Sie rief die JobcenterkollegInnen in ihrem Offenen Brief zu einer Schweigeminute
am 2. Mai 2013 um 11.55 Uhr auf "für alle Erwerbslosen, die wir in Not, in
Demütigung und in den Verlust der Menschenwürde getrieben haben."
Für den 8. Mai 2013 wurde zu einer Demonstration in Hamburg gegen die
Existenzbedrohung durch Sanktionen und die Einschränkung der
Grundrechte bzw. für das Recht auf Leben aufgerufen.
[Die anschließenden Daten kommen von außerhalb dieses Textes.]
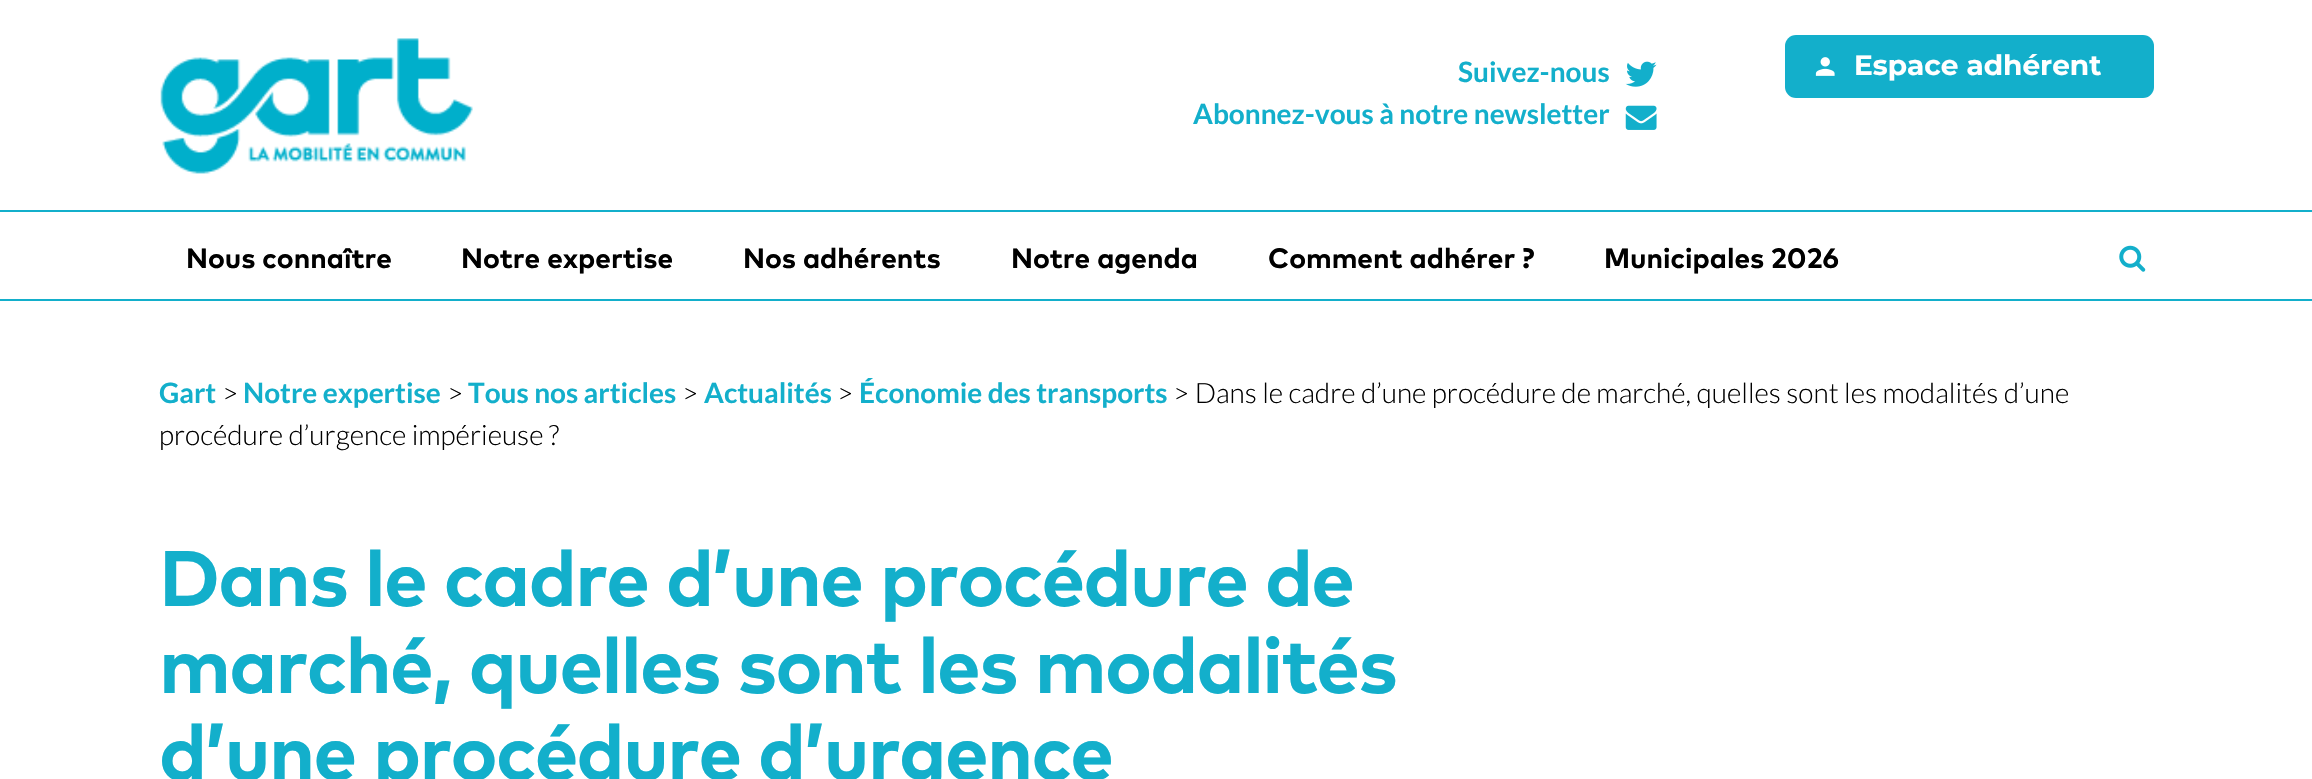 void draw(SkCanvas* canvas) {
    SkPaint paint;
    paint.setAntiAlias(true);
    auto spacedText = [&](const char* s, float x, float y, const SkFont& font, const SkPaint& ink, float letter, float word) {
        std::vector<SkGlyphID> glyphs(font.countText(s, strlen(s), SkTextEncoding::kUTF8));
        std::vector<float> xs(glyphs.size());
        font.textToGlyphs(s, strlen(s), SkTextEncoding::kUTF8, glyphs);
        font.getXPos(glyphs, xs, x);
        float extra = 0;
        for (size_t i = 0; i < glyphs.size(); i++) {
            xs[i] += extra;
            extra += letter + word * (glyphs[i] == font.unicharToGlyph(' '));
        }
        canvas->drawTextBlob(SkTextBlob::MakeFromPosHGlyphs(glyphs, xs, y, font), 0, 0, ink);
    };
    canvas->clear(0xFFFFFFFF);
    paint.setColor(0xFF13AFCB);
    canvas->drawRect(SkRect::MakeXYWH(0, 210, 2312, 2), paint);
    canvas->drawImageRect(SkImages::DeferredFromEncodedData(SkData::MakeFromFileName("img1.png")), SkRect::MakeXYWH(160, 38, 313, 136), SkSamplingOptions());
    SkFont font1(fontMgr->matchFamilyStyle("Lato", SkFontStyle::Bold()), 28);
    font1.setSubpixel(true);
    canvas->drawString("Suivez-nous", 1458, 82, font1, paint);
    canvas->drawImageRect(SkImages::DeferredFromEncodedData(SkData::MakeFromFileName("img2.png")), SkRect::MakeXYWH(1625, 61, 32, 26), SkSamplingOptions());
    canvas->drawString("Abonnez-vous à notre newsletter", 1193, 124, font1, paint);
    canvas->drawImageRect(SkImages::DeferredFromEncodedData(SkData::MakeFromFileName("img3.png")), SkRect::MakeXYWH(1625, 105, 32, 25), SkSamplingOptions());
    canvas->drawRoundRect(SkRect::MakeXYWH(1785, 35, 369, 63), 11, 11, paint);
    canvas->drawImageRect(SkImages::DeferredFromEncodedData(SkData::MakeFromFileName("img4.png")), SkRect::MakeXYWH(1815, 57, 20, 19), SkSamplingOptions());
    SkFont font2(fontMgr->matchFamilyStyle("Montserrat", SkFontStyle::Bold()), 28);
    font2.setSubpixel(true);
    paint.setColor(0xFFFFFFFF);
    canvas->drawString("Espace adhérent", 1854, 75, font2, paint);
    paint.setColor(0xFF13AFCB);
    canvas->drawRect(SkRect::MakeXYWH(0, 299, 2312, 2), paint);
    SkFont font3(fontMgr->matchFamilyStyle("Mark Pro", SkFontStyle::Bold()), 28);
    font3.setSubpixel(true);
    paint.setColor(0xFF000000);
    canvas->drawString("Nous connaître", 186, 268, font3, paint);
    canvas->drawString("Notre expertise", 461, 268, font3, paint);
    canvas->drawString("Nos adhérents", 743, 268, font3, paint);
    canvas->drawString("Notre agenda", 1011, 268, font3, paint);
    canvas->drawString("Comment adhérer ?", 1268, 268, font3, paint);
    canvas->drawString("Municipales 2026", 1604, 268, font3, paint);
    canvas->drawImageRect(SkImages::DeferredFromEncodedData(SkData::MakeFromFileName("img5.png")), SkRect::MakeXYWH(2119, 245, 27, 27), SkSamplingOptions());
    paint.setColor(0xFF13AFCB);
    canvas->drawString("Gart", 159, 403, font1, paint);
    SkFont font4(fontMgr->matchFamilyStyle("Lato", SkFontStyle(300, SkFontStyle::kNormal_Width, SkFontStyle::kUpright_Slant)), 28);
    font4.setSubpixel(true);
    paint.setColor(0xFF000000);
    canvas->drawString(">", 222, 403, font4, paint);
    paint.setColor(0xFF13AFCB);
    canvas->drawString("Notre expertise", 243, 403, font1, paint);
    paint.setColor(0xFF000000);
    canvas->drawString(">", 447, 403, font4, paint);
    paint.setColor(0xFF13AFCB);
    canvas->drawString("Tous nos articles", 468, 403, font1, paint);
    paint.setColor(0xFF000000);
    canvas->drawString(">", 682, 403, font4, paint);
    paint.setColor(0xFF13AFCB);
    canvas->drawString("Actualités", 704, 403, font1, paint);
    paint.setColor(0xFF000000);
    canvas->drawString(">", 837, 403, font4, paint);
    paint.setColor(0xFF13AFCB);
    canvas->drawString("Économie des transports", 859, 403, font1, paint);
    paint.setColor(0xFF000000);
    canvas->drawString("> Dans le cadre d’une procédure de marché, quelles sont les modalités d’une", 1173, 403, font4, paint);
    canvas->drawString("procédure d’urgence impérieuse ?", 159, 445, font4, paint);
    SkFont font5(fontMgr->matchFamilyStyle("Mark Pro", SkFontStyle::Bold()), 78.4f);
    font5.setSubpixel(true);
    paint.setColor(0xFF13AFCB);
    spacedText("Dans le cadre d’une procédure de", 159, 606, font5, paint, -1.75f, 0);
    spacedText("marché, quelles sont les modalités", 159, 693, font5, paint, -1.75f, 0);
    spacedText("d’une procédure d’urgence", 159, 780, font5, paint, -1.75f, 0);
}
Doch noch im April hat
Frau Hannemann diese Demonstration abgesagt. Die Kulisse war ihr zu bedrohlich
geworden. Ein Telepolis-Interview mit ihr vom 6.5.2013 unter dem Titel
"Fordern und Fordern" finden Sie hier. Am 6.6.2013 fand auf ihren Eilantrag
gegen ihre Suspendierung eine öffentliche Anhörung vor dem
Arbeitsgericht in Hamburg statt, dazu hier ein Video des NDR vom selben Tag:
http://www.ndr.de/fernsehen/sendungen/hamburg_journal/media/hamj27433.html
Im November 2013 hat sie eine öffentliche Petition für die
Abschaffung aller Hartz-IV-Sanktionen beim Bundestag eingereicht. Diese Petition
mit der Nummer 46483 hat über 80.000 Mitzeichner bekommen (der direkte Link
ist auf dieser Internetseite unter Mitzeichnungs-Möglichkeit).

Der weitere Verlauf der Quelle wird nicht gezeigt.